GSOMIA pact of South KoreaDate: 24 November 2019 Tags: Miscellaneous
South Korea has decided to suspend its plans to quit an intelligence sharing pact, GSOMIA with Japan amid pressure from the US.
Previously, South Korea had decided to discontinue the intelligence pact called the General Security of Military Information Agreement (GSOMIA), unless Japan decided to review its export control measures.
The need for GSOMIA was felt amidst a growing threat from North Korea, especially when it started conducting nuclear tests and developing ballistic missiles.

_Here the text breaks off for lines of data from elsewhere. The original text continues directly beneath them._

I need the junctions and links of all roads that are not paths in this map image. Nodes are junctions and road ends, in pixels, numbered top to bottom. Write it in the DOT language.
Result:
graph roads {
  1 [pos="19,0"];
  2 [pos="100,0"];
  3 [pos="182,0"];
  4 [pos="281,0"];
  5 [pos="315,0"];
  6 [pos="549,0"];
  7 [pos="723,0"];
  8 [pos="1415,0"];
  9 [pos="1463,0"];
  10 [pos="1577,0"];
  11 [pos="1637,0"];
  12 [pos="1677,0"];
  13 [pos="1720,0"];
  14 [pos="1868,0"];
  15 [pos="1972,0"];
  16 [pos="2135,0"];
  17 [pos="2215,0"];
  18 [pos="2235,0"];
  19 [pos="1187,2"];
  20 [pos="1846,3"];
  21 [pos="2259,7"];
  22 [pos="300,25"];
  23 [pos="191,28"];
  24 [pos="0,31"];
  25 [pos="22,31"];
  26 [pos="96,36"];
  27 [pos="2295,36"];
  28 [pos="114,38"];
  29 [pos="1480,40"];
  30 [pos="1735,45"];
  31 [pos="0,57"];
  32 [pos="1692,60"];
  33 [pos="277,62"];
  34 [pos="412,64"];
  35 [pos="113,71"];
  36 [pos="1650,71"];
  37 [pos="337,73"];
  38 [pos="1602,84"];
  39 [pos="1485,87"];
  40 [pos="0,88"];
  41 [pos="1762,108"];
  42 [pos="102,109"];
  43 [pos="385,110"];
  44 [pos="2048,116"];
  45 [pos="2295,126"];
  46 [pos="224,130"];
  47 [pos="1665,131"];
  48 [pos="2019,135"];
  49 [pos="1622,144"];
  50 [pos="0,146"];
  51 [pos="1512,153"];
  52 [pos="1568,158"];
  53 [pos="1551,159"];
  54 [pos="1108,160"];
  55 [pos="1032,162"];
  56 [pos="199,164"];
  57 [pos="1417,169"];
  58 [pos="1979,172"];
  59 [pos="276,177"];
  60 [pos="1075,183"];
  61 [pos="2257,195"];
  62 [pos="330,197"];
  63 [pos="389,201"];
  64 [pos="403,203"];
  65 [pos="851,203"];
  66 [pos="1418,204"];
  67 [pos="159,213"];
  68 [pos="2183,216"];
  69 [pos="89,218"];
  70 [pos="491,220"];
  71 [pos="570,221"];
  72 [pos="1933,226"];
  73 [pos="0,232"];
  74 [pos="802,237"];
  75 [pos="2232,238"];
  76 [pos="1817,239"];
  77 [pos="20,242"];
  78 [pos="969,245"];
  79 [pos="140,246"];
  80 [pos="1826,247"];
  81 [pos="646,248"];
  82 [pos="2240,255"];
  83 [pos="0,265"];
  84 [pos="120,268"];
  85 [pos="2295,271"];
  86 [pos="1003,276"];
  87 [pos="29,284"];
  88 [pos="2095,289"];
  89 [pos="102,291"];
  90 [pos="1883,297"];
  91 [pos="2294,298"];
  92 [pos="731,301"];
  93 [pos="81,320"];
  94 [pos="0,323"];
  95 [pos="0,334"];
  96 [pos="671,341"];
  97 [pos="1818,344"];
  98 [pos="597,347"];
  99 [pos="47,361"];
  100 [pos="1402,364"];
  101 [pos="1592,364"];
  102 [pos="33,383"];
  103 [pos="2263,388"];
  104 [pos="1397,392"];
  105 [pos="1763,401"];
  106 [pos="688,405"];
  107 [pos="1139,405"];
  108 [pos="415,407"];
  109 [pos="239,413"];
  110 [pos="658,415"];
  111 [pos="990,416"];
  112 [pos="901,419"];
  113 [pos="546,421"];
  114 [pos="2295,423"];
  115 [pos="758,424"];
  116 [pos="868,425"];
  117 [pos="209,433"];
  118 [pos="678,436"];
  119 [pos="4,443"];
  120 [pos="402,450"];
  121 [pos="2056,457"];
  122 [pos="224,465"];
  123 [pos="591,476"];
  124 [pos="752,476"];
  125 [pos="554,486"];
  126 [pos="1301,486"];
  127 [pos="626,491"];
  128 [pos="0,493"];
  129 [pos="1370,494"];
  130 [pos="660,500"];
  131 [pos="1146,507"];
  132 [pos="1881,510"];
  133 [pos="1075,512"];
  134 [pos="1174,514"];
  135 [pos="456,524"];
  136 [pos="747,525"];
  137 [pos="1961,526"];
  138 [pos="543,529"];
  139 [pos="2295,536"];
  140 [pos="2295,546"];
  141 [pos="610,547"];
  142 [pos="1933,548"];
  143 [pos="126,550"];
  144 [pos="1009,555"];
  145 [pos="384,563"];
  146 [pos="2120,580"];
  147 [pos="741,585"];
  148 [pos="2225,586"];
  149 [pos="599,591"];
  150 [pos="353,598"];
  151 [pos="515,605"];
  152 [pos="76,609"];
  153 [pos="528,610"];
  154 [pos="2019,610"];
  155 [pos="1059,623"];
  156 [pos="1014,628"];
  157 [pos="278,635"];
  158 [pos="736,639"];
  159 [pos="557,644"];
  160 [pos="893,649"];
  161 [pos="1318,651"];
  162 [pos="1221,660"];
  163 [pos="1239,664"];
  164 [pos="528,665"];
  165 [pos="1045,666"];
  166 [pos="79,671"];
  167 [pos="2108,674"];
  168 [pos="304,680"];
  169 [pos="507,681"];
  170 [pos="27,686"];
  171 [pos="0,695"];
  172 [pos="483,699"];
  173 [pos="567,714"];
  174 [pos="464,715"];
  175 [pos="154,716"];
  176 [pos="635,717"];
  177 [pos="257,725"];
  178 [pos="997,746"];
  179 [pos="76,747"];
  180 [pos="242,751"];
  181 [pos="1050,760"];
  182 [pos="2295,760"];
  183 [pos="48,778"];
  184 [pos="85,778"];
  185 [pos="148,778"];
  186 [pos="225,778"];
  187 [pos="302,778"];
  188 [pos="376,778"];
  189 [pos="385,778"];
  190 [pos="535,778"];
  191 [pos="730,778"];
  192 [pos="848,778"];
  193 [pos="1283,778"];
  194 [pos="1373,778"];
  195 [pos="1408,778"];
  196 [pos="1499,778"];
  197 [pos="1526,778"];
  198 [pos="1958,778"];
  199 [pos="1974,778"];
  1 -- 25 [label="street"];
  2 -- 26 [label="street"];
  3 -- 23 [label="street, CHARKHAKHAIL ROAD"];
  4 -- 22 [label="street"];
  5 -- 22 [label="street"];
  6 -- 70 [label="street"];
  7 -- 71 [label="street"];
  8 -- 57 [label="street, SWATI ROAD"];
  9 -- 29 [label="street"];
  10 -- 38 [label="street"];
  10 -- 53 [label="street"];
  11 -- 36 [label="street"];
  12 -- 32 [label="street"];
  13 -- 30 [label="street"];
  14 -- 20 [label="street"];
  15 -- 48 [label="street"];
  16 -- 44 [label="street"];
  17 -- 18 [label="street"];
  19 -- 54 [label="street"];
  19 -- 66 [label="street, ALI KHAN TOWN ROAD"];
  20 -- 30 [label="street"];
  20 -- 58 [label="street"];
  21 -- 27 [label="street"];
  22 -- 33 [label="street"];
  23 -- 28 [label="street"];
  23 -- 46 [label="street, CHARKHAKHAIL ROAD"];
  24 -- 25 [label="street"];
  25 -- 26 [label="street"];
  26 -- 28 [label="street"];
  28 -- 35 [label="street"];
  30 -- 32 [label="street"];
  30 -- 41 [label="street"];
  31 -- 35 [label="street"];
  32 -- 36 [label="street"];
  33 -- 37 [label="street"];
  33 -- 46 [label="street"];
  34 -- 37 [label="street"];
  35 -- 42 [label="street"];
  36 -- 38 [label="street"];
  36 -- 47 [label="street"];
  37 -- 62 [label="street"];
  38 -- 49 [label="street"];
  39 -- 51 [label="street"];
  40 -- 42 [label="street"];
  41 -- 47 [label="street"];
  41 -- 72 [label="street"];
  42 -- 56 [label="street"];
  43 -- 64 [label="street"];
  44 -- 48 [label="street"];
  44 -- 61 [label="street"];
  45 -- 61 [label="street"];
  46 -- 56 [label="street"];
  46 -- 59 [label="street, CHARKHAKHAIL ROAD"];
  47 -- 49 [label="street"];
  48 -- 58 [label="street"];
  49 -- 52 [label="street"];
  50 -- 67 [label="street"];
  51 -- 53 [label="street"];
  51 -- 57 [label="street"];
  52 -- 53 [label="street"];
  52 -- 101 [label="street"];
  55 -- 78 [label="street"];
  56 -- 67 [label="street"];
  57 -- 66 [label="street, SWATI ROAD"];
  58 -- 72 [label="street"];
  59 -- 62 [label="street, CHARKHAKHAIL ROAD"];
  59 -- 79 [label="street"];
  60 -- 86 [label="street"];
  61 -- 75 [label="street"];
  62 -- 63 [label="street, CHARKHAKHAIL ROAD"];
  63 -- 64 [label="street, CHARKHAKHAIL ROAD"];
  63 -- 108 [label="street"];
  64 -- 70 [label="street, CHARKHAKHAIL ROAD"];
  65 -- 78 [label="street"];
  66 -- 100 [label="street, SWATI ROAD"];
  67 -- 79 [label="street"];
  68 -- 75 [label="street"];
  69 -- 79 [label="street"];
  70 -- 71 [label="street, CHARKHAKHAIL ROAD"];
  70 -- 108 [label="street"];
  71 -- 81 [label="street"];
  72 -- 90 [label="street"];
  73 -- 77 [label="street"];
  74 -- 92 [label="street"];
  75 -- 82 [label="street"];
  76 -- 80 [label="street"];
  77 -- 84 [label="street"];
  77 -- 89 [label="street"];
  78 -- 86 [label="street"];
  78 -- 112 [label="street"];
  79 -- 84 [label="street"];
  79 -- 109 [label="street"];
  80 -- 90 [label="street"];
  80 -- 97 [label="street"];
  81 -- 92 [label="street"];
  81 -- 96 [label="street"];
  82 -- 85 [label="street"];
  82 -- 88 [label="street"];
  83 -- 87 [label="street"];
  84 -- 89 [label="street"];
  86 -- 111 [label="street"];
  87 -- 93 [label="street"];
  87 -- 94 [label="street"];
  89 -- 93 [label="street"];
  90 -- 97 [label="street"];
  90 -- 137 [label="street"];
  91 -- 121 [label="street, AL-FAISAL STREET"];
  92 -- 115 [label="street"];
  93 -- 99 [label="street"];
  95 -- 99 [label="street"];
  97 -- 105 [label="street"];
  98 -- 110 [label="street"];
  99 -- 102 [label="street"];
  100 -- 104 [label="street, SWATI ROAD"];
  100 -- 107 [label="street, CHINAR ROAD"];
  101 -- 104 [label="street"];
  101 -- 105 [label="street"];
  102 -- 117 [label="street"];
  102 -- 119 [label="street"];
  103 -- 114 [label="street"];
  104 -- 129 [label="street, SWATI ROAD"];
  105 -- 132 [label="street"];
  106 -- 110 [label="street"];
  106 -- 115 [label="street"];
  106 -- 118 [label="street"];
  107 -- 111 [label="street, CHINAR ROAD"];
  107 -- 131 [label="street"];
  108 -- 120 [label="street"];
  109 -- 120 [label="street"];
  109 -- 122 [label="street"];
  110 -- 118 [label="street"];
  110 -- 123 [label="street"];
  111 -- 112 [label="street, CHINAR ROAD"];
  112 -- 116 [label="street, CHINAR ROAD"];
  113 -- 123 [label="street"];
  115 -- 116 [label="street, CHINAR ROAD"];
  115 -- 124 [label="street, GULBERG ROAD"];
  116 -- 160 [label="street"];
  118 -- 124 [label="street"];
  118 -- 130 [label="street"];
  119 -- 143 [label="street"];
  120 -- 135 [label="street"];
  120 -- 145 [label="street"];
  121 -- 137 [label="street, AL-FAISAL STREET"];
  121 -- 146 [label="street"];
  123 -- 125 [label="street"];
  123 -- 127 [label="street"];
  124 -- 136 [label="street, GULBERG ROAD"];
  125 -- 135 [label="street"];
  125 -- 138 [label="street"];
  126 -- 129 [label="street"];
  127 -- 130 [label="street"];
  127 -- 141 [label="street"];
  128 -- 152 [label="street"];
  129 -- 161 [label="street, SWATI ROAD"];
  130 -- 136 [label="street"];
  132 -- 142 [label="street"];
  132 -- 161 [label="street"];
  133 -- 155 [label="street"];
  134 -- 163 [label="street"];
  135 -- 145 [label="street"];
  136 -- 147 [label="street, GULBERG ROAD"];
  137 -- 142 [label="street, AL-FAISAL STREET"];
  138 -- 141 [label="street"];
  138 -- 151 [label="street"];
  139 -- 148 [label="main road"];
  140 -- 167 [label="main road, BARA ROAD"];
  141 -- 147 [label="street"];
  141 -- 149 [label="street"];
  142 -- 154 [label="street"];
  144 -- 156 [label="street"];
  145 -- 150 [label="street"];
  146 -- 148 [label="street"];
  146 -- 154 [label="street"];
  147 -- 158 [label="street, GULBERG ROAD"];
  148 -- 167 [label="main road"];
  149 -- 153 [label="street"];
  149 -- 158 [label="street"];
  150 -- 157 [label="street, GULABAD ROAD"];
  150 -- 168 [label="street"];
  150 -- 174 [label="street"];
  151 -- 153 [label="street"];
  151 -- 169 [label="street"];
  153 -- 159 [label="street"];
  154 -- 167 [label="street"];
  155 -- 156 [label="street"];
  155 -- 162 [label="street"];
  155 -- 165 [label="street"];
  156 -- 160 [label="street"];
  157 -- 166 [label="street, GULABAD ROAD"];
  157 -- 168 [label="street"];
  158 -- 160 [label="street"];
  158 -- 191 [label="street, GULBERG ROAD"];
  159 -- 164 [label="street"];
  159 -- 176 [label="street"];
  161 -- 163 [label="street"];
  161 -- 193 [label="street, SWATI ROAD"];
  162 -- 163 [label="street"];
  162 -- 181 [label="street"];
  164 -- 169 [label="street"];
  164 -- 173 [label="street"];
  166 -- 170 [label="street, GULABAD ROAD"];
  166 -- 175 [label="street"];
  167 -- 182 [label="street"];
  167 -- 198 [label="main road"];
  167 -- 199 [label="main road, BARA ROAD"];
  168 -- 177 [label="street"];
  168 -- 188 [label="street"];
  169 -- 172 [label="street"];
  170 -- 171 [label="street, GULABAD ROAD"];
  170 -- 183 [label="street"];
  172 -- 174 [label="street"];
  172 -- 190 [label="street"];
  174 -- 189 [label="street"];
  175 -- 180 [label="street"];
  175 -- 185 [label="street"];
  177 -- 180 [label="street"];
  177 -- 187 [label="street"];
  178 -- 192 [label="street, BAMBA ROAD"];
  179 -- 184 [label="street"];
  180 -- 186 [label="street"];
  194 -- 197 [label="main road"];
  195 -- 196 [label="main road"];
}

The US’ interest in this agreement arises from its need to forge alliances in the northeast to be able to analyse and respond to any threats from North Korea.
It is also felt that GSOMIA is an attempt by the US-Japan-South Korea trilateral alliance to contain Beijing, thereby maintaining a degree of opposition between this trilateral alliance and that of China-North Korea-Russia.
The relationship between Japan and South Korea has deteriorated, given the territorial dispute over the Dokdo islands also known as Takeshima in Japan. While South Korea controls them, the islands are claimed by Japan.
Japan imposed export controls on three chemicals that South Korea uses in its important semiconductor industry.
Japan also decided to remove South Korea from its “white list”, a fast track trade list of trusted partners. This is considered to be retaliation for South Korea’s decision to leave the intelligence pact.
General Security Of Military Information Agreements (GSOMIA) is one of the four foundational agreements that the U.S. signs with allies and close partners to facilitate interoperability between militaries and sale of high end technology. GSOMIA allows militaries to share the intelligence gathered by them.